Am Nachmittag befasste sich Prof. Dr. Jürgen Taeger zunächst mit dem Thema Data Breach Notification. Verantwortliche Stellen sollten ein Managementsystem für die geforderten Melde- und Informationspflichten schaffen und dieses in ein vorhandenes Risikomanagementsys-tem integrieren. Erforderlich seien auch vertragliche Regelungen mit Auftragsverarbeitern und gemeinsam Verantwortlichen zur Sicherstellung eines reibungslosen Informationsflusses. Zudem betonte Taeger die Wichtigkeit der Einbeziehung des Datenschutzbeauftragten sowie des Rückgriffs auf externe Rechtsberatung oder die interne Rechtsabteilung.

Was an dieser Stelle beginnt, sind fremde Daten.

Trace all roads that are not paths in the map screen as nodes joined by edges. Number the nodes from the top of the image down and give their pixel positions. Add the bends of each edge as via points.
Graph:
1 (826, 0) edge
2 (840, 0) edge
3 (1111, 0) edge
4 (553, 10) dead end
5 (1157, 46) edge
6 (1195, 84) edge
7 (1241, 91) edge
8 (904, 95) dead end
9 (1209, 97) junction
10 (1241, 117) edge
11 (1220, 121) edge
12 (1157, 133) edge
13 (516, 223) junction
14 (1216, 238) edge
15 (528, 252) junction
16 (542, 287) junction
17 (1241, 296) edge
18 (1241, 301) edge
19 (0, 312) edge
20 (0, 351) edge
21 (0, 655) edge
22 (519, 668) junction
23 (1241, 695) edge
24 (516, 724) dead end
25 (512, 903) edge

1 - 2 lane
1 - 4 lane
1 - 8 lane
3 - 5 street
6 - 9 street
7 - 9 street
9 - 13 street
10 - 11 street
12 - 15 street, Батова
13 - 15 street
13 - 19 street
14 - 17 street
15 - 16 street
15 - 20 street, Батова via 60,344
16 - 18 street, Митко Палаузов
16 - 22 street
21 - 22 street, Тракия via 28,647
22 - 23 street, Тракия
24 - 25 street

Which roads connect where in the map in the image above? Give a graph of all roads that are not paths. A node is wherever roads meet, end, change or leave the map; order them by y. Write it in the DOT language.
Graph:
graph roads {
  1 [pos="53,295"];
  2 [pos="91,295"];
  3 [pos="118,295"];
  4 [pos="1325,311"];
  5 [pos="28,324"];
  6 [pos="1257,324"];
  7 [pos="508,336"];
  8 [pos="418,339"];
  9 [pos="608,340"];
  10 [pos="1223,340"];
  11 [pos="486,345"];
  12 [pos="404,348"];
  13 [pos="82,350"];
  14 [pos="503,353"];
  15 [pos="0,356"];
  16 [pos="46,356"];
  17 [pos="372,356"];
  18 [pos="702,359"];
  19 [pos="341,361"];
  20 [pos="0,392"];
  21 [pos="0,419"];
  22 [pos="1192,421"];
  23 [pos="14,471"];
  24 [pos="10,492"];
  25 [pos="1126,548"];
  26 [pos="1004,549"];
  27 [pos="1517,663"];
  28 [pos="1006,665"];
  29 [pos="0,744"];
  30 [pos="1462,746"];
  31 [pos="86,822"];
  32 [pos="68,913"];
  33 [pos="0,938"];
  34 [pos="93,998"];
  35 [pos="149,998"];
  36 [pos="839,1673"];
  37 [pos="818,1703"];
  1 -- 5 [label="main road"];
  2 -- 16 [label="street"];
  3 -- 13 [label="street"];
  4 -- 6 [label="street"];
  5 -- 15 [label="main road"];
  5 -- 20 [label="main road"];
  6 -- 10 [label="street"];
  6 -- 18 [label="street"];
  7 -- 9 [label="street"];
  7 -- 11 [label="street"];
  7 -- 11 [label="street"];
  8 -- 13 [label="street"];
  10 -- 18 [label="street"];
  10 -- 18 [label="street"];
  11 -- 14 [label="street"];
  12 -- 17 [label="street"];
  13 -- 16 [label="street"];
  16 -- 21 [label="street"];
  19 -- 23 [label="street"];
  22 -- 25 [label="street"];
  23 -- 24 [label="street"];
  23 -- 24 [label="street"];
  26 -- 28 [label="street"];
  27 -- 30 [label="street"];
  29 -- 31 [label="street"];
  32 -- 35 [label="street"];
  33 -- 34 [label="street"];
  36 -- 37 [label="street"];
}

Prof. Dr. Gregor Thüsing, LL.M. (Harvard) brachte mit seinem Vortrag zum neuen Geschäftsgeheimnisschutzgesetz eine neue Seite des Datenschutzes in die Vortragsreihe. Er führte die Zuhörer durch die wichtigsten Regelungen dieses neuen Gesetzes, welches auf den Schutz von aus wirtschaftlicher Sicht schützenswerten Unternehmensinformationen abstellt. Thüsing stellte u.a. die Regelung zum Whistleblowing vor, die unter Umständen auch die Offenlegung von Geschäftsgeheimnissen rechtfertigen kann. Der Geschäftsgeheimnisschutz habe auch datenschutzrechtliche Implikationen, so Thüsing. So müssten durch Auskunft bzw. Kopie nach Art. 15 DS-GVO keine Geschäftsgeheimnisse enthüllt werden. Die Unternehmensinteressen überstiegen insofern regelmäßig die Interessen des Betroffenen auf Auskunft.
Ausblick auf die ePrivacy-VO
Kristin Benedikt, Bayerisches Landesamt für Datenschutzaufsicht, gab einen Ausblick auf die ePrivacy-VO und gab Handlungsempfehlungen für die Umsetzungszeit. Eine praxisrelevante Frage sei in diesem Zusammenhang insbesondere die Frage nach der Zulässigkeit der Verarbeitung von Informationen auf Endeinrichtungen der Nutzer, z.B. in Form von Cookies. Mit der geplanten ePrivacy-VO sollten solche Datenverarbeitungen unabhängig von ihrem Personenbezug reguliert und die Integrität von Endgeräten allgemein geschützt werden, so Benedikt. Für die Übergangszeit bis zum Inkrafttreten der ePrivacy-VO richte sich die datenschutzrechtliche Beurteilung von Tracking-Verfahren nach Art. 6 DS-GVO. § 15 Abs. 3 TMG sei aus Sicht der Aufsichtsbehörden nicht mehr anwendbar. Prof. Dr. Rolf Schwartmann, Vorstandsvorsitzender der GDD e.V., stellte zum Abschluss des RDV-Forums wichtige Aspekte des Gutachtens der Datenethikkommission (DEK) vor und ging dabei speziell auf den Bereich der Künstlichen Intelligenz im Unternehmen und die Auswirkung auf die Praxis des betrieblichen Datenschutzbeauftragten ein. Im Hinblick auf das Recht auf Datenportabilität aus Art. 20 DS-GVO empfehle die DEK die Entwicklung branchenbezogener Standards bzw. Verhaltensregeln. Bezüglich algorithmischer Systeme/ KI rege die DEK an, Schutzmechanismen zu entwickeln, die sich nicht wie aktuell am Verbotsprinzip orientieren, sondern ein flexibleres, risikoadaptiertes Regulierungsregime mit angemessenen Schutzgarantien und Verteidigungsmöglichkeiten für den Einzelnen gewähren.